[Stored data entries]
———
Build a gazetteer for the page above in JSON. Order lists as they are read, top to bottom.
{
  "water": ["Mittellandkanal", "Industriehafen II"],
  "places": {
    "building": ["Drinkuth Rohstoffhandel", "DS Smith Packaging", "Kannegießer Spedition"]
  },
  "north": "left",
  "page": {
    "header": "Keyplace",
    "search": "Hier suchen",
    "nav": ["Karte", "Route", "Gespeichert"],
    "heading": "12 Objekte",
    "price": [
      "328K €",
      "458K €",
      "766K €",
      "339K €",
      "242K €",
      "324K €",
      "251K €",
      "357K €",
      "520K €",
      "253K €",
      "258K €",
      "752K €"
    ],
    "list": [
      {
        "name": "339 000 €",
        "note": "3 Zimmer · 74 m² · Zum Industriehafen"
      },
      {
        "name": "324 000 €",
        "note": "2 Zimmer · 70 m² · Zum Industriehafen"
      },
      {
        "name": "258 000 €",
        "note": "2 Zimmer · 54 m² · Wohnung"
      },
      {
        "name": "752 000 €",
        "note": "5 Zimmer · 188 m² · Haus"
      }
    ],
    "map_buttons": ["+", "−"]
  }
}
———
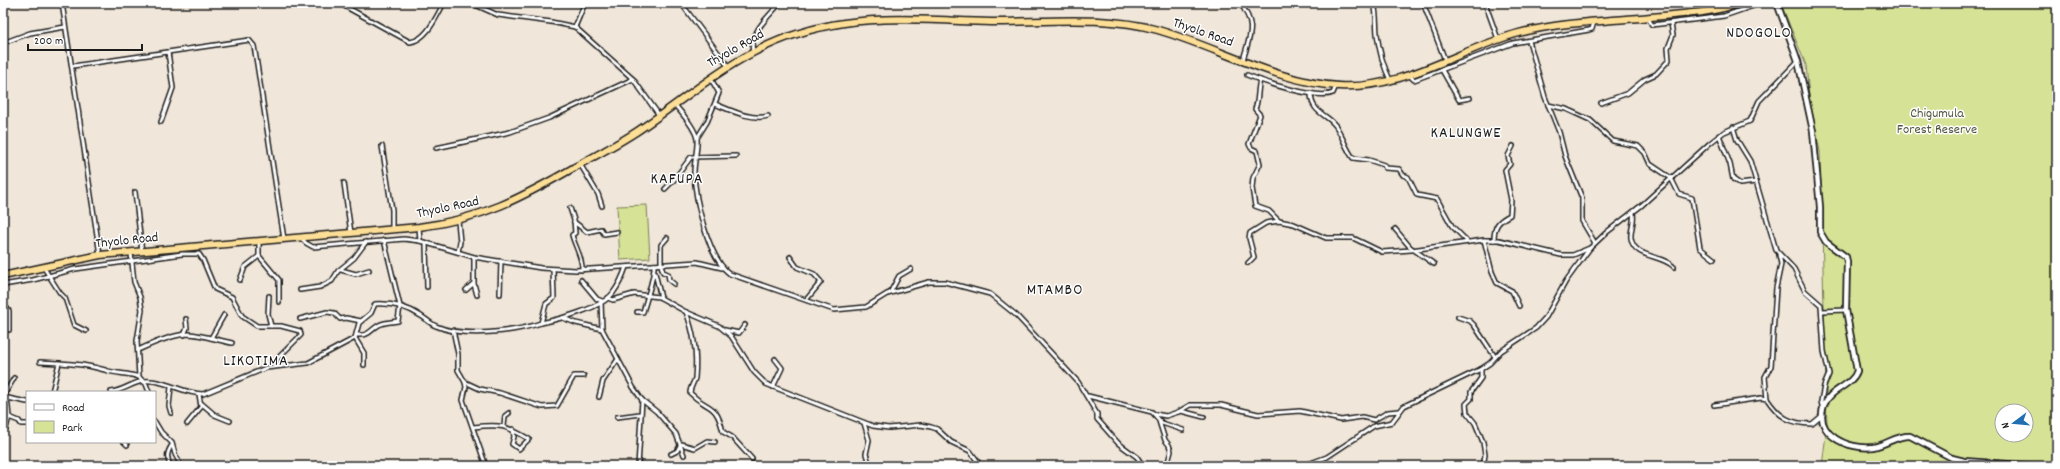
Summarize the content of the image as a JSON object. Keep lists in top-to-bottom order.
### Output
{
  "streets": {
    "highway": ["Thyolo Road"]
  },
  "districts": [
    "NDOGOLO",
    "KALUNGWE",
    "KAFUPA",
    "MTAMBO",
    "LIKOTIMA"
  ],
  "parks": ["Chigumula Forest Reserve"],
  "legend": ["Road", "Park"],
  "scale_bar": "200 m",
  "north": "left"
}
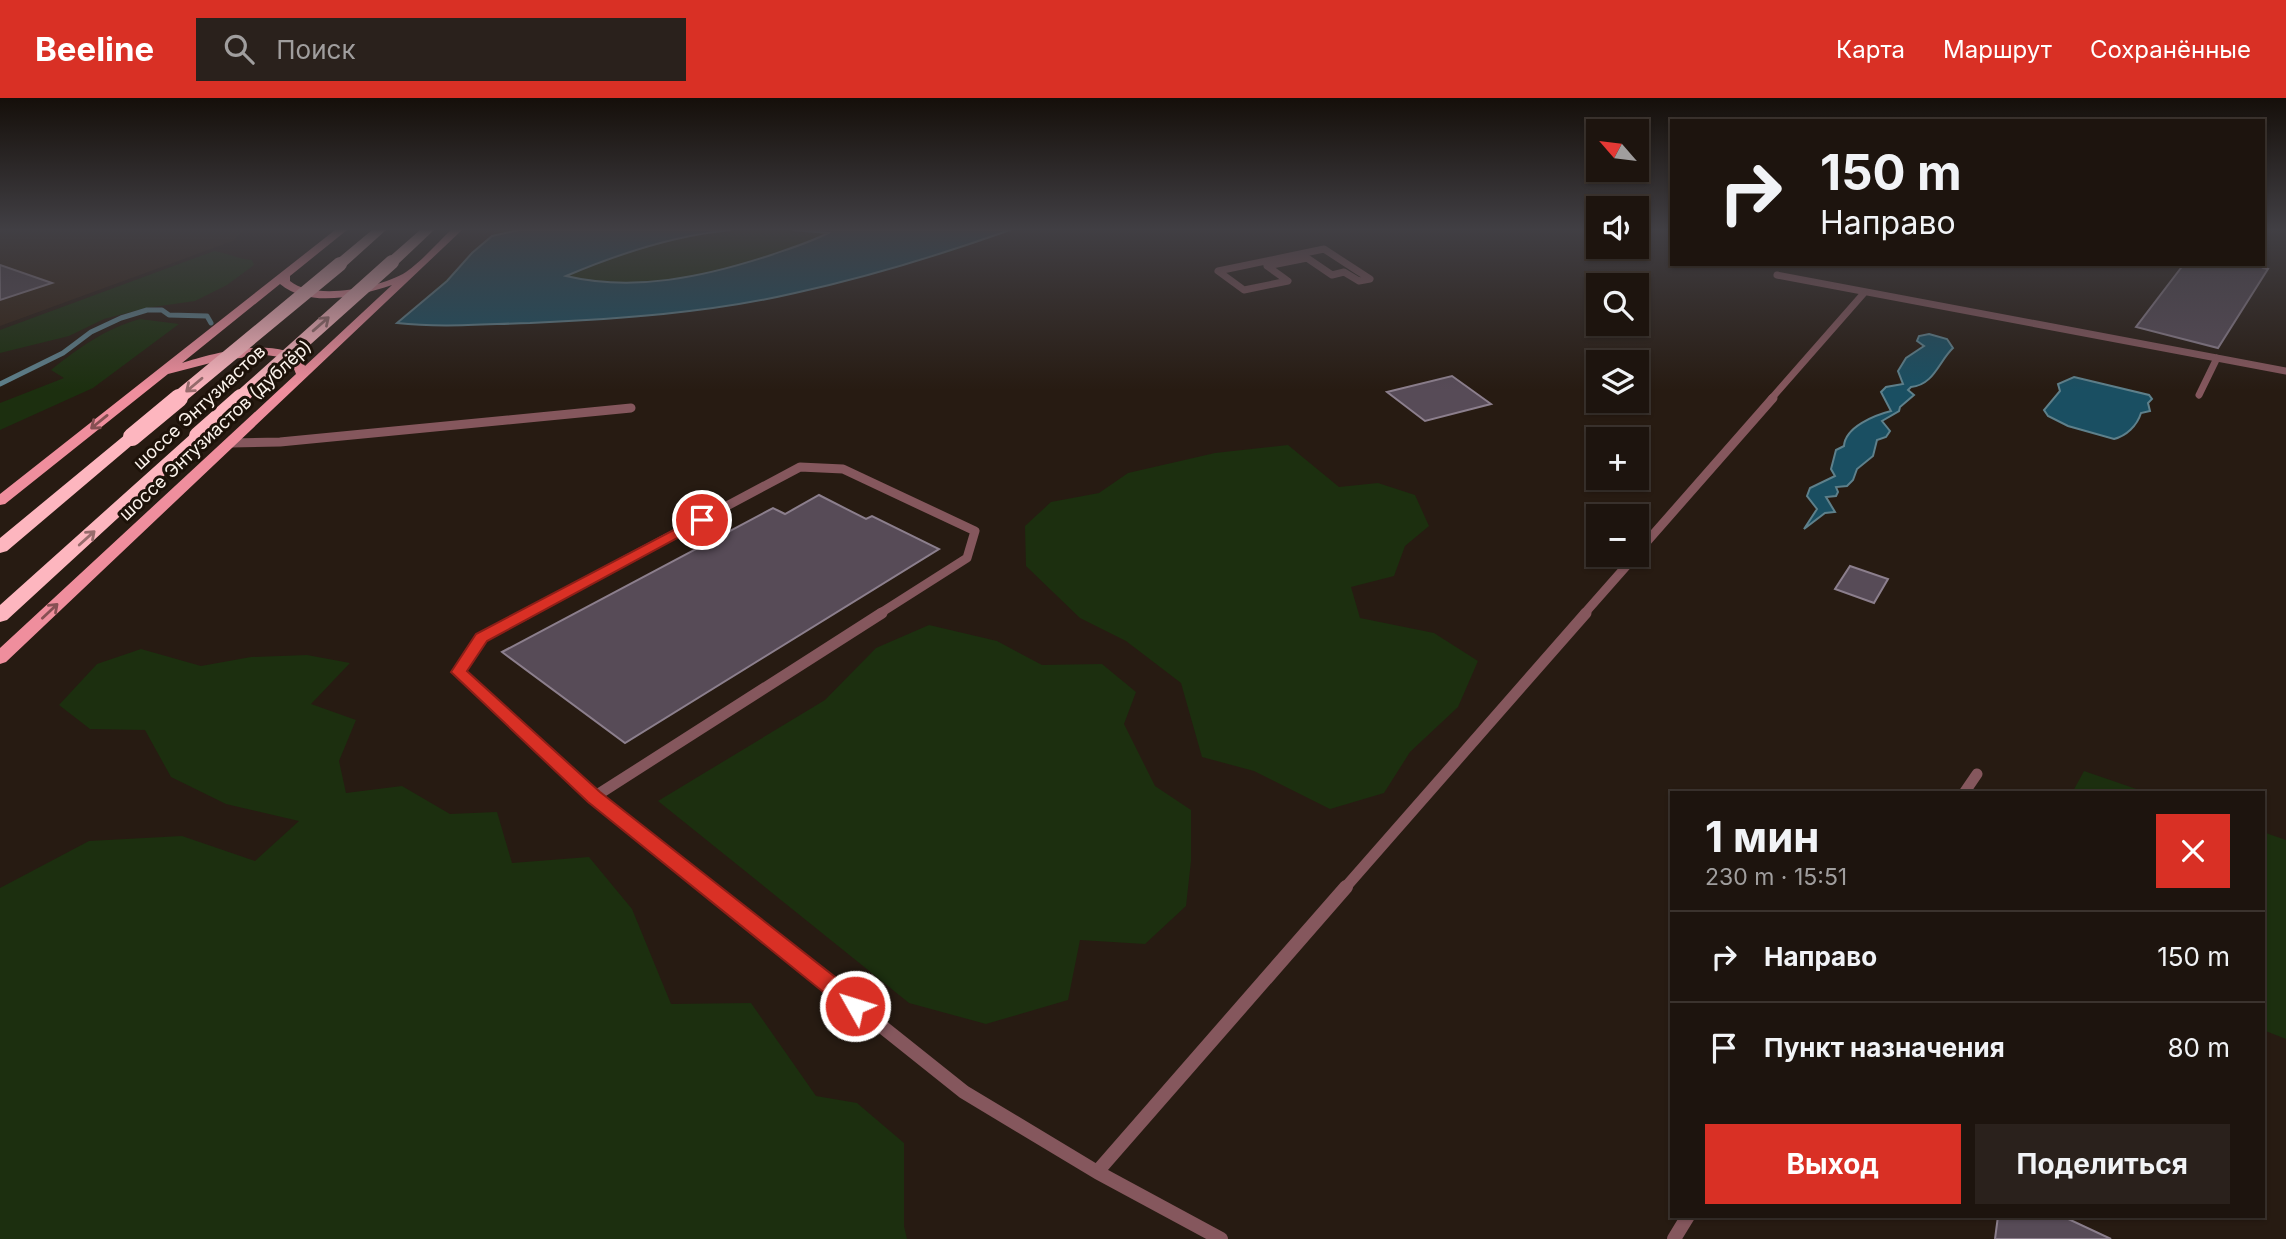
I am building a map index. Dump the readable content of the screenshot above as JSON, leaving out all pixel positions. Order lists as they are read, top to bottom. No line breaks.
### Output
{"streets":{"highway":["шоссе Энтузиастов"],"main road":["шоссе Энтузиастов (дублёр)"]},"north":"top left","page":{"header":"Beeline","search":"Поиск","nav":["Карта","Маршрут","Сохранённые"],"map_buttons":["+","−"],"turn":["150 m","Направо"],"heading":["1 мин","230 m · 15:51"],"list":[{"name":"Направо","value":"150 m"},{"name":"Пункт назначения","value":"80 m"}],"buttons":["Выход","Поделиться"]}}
———
■ TASK DESCRIPTION: What is needed is every line from the data above that includes the string "content", copied out.

■ EXERCISE ANSWER:
Summarize the content of the image as a JSON object. Keep lists in top-to-bottom order.
I am building a map index. Dump the readable content of the screenshot above as JSON, leaving out all pixel positions. Order lists as they are read, top to bottom. No line breaks.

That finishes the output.